Stored data entries:
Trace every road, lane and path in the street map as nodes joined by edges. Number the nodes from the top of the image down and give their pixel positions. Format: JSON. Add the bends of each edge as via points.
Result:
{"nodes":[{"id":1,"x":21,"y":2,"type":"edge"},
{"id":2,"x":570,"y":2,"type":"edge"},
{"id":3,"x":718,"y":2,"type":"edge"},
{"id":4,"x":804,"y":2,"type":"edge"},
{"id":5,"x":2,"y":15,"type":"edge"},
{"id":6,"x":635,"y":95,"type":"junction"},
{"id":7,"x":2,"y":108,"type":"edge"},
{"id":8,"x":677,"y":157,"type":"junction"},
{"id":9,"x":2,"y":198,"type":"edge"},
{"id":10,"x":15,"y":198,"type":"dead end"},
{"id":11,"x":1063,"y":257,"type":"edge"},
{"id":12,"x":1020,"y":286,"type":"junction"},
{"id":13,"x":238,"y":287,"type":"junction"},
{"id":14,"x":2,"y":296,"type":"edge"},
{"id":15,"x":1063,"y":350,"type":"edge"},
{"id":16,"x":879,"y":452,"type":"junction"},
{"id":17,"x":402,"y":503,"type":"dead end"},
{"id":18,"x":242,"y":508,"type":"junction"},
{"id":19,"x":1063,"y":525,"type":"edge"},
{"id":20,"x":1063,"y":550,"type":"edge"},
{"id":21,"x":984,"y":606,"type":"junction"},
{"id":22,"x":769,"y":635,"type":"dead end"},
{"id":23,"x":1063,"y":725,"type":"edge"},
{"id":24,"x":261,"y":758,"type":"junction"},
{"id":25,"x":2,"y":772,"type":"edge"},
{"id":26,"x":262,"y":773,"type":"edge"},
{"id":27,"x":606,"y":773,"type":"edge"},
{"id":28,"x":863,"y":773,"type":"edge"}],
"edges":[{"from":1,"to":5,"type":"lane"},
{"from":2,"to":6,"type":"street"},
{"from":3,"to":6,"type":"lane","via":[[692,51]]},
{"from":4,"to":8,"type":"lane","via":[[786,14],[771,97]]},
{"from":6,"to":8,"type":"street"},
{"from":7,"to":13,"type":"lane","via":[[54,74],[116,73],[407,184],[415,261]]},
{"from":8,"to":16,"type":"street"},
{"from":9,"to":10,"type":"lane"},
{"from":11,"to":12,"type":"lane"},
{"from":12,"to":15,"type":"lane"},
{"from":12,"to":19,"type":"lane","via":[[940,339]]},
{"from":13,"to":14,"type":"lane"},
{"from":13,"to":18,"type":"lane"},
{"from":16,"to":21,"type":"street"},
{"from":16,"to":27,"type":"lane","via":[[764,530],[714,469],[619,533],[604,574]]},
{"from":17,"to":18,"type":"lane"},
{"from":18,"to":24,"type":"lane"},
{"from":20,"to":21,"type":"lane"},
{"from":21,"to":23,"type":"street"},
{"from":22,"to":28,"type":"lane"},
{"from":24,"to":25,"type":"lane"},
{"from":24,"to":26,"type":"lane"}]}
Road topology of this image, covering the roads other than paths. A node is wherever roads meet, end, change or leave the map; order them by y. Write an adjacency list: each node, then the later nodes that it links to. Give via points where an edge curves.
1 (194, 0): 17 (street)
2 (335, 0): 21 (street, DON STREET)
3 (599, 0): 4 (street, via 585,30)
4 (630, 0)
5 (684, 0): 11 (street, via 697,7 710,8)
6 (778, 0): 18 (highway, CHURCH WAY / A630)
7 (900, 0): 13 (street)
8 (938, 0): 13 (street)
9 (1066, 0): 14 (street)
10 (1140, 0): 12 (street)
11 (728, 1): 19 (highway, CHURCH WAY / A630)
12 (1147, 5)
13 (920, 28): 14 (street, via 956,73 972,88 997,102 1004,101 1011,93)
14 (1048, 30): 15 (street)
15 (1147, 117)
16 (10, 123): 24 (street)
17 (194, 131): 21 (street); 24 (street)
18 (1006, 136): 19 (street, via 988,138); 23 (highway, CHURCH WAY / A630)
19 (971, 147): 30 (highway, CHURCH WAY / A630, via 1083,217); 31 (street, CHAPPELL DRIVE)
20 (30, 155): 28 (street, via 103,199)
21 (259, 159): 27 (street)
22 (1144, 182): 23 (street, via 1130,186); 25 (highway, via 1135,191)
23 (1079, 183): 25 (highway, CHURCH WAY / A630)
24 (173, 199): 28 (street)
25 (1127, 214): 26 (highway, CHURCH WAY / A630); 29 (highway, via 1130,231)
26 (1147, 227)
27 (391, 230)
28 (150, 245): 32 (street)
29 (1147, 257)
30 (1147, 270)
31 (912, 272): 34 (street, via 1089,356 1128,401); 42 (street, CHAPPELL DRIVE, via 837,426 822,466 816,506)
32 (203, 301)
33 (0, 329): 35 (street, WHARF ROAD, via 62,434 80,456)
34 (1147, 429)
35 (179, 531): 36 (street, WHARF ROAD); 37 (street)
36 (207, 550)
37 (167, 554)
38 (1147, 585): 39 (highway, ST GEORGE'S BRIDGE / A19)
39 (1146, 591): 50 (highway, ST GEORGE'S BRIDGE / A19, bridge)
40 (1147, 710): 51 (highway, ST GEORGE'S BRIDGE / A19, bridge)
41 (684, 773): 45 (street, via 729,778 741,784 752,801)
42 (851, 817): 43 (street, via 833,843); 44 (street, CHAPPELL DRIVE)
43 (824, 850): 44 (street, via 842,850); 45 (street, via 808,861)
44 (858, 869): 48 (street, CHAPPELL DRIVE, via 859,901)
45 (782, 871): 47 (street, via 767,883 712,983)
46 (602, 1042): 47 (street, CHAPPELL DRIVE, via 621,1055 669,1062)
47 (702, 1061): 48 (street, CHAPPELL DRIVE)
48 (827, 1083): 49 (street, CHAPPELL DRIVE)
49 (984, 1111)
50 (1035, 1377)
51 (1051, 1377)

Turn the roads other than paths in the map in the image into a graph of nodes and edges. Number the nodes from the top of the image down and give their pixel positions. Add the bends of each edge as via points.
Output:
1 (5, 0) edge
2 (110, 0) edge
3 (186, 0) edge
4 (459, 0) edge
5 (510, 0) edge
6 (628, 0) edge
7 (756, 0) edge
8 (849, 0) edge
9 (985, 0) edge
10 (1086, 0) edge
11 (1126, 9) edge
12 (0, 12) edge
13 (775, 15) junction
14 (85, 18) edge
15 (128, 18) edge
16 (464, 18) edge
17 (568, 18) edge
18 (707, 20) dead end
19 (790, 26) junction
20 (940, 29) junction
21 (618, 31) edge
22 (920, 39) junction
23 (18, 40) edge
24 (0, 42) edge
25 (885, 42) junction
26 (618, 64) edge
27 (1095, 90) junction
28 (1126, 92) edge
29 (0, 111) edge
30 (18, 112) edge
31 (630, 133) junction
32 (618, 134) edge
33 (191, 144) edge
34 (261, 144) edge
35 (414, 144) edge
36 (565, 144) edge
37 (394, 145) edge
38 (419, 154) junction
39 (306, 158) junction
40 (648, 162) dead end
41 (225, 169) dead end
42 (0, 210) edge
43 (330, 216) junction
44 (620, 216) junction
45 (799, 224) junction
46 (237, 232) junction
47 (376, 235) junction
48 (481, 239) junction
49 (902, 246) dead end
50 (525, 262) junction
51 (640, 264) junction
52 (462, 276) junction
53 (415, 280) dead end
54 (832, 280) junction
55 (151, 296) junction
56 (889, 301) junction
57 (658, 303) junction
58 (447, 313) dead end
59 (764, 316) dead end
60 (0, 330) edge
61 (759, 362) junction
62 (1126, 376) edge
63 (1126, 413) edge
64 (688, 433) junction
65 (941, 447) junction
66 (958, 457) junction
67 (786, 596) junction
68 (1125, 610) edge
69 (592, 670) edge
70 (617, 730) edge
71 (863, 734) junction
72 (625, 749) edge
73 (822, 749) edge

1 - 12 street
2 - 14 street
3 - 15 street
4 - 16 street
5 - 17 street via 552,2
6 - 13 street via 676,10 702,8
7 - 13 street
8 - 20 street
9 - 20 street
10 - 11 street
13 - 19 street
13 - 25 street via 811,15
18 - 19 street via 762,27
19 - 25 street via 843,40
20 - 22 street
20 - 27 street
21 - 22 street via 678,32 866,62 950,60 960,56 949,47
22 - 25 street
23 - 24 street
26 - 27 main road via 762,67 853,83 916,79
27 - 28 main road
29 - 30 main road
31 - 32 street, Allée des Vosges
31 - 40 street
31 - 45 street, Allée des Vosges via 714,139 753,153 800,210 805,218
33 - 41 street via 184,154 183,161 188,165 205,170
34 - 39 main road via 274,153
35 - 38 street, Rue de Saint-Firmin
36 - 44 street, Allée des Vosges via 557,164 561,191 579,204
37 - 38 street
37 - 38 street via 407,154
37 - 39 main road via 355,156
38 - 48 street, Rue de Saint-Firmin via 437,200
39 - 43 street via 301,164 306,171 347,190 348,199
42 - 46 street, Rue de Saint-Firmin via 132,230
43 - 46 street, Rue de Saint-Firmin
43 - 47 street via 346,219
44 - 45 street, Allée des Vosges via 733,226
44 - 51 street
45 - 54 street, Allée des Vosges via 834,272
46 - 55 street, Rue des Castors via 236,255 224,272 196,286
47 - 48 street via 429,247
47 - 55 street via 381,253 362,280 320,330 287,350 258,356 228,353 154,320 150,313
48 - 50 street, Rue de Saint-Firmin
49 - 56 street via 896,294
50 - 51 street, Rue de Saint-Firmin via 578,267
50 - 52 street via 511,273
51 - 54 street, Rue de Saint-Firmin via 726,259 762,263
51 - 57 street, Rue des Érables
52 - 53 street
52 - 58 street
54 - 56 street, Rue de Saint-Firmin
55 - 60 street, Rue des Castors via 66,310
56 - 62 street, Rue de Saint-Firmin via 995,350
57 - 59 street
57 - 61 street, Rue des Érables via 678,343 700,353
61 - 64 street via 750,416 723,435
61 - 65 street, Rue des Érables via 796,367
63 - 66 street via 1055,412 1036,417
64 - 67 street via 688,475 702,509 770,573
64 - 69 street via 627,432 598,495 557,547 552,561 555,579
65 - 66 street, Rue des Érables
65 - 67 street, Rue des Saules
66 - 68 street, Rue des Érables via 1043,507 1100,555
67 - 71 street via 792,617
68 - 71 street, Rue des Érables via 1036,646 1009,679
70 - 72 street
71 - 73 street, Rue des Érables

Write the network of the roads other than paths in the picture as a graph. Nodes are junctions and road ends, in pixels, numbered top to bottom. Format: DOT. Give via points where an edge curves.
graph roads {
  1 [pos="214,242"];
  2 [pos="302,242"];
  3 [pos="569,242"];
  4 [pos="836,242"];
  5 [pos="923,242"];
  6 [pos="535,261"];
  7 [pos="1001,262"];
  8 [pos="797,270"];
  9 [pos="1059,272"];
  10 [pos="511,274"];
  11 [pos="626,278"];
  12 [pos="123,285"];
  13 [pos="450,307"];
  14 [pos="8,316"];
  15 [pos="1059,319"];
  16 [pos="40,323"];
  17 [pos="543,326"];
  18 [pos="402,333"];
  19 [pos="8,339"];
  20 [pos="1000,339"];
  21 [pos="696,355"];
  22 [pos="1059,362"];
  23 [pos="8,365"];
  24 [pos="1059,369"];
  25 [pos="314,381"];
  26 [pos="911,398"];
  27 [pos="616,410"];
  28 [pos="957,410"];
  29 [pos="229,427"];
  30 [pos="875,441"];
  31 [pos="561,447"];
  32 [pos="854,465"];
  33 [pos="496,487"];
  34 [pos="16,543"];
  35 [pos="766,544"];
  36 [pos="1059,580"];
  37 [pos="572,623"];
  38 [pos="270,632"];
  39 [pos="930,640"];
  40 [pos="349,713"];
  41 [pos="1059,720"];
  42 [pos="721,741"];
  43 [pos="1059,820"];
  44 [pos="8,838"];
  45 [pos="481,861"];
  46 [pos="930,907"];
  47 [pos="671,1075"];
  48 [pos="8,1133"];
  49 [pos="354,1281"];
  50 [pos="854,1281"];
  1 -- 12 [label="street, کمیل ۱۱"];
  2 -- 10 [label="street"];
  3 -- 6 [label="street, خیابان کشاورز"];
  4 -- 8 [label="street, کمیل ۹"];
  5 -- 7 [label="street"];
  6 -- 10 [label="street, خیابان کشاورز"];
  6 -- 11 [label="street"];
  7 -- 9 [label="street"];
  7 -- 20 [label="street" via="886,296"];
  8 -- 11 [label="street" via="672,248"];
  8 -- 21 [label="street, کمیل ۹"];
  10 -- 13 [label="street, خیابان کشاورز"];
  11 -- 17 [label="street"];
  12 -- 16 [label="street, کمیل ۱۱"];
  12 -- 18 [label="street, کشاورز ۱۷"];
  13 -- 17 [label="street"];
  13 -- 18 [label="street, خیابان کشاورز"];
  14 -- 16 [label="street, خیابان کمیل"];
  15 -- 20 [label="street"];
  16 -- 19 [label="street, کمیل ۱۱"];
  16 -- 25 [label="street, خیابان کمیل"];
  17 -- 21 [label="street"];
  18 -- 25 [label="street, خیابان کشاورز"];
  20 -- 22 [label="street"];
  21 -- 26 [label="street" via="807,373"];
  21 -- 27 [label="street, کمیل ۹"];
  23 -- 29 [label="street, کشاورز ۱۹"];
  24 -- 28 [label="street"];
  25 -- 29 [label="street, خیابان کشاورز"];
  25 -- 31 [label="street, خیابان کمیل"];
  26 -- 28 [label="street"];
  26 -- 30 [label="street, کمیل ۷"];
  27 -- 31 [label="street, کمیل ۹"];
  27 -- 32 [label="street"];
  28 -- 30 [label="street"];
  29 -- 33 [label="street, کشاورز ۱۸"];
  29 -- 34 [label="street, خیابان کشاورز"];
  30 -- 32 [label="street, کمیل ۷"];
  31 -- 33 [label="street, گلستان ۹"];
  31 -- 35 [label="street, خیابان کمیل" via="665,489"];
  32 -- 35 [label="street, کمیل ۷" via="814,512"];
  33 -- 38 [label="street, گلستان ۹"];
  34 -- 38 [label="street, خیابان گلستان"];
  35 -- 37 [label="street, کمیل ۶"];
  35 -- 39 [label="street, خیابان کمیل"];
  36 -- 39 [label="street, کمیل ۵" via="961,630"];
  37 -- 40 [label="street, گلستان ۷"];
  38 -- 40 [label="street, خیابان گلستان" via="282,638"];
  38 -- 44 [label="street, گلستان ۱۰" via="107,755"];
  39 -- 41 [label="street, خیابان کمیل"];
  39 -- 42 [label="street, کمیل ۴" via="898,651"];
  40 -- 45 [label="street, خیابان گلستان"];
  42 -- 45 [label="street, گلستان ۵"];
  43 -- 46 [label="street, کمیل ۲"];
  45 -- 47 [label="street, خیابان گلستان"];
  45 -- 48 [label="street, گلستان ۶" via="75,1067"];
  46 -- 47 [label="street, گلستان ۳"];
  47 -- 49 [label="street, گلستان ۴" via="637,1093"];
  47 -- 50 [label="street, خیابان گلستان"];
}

• Aim of the task:
Copy each line above containing the string "dead".

• Task solution:
{"id":10,"x":15,"y":198,"type":"dead end"},
{"id":17,"x":402,"y":503,"type":"dead end"},
{"id":22,"x":769,"y":635,"type":"dead end"},
18 (707, 20) dead end
40 (648, 162) dead end
41 (225, 169) dead end
49 (902, 246) dead end
53 (415, 280) dead end
58 (447, 313) dead end
59 (764, 316) dead end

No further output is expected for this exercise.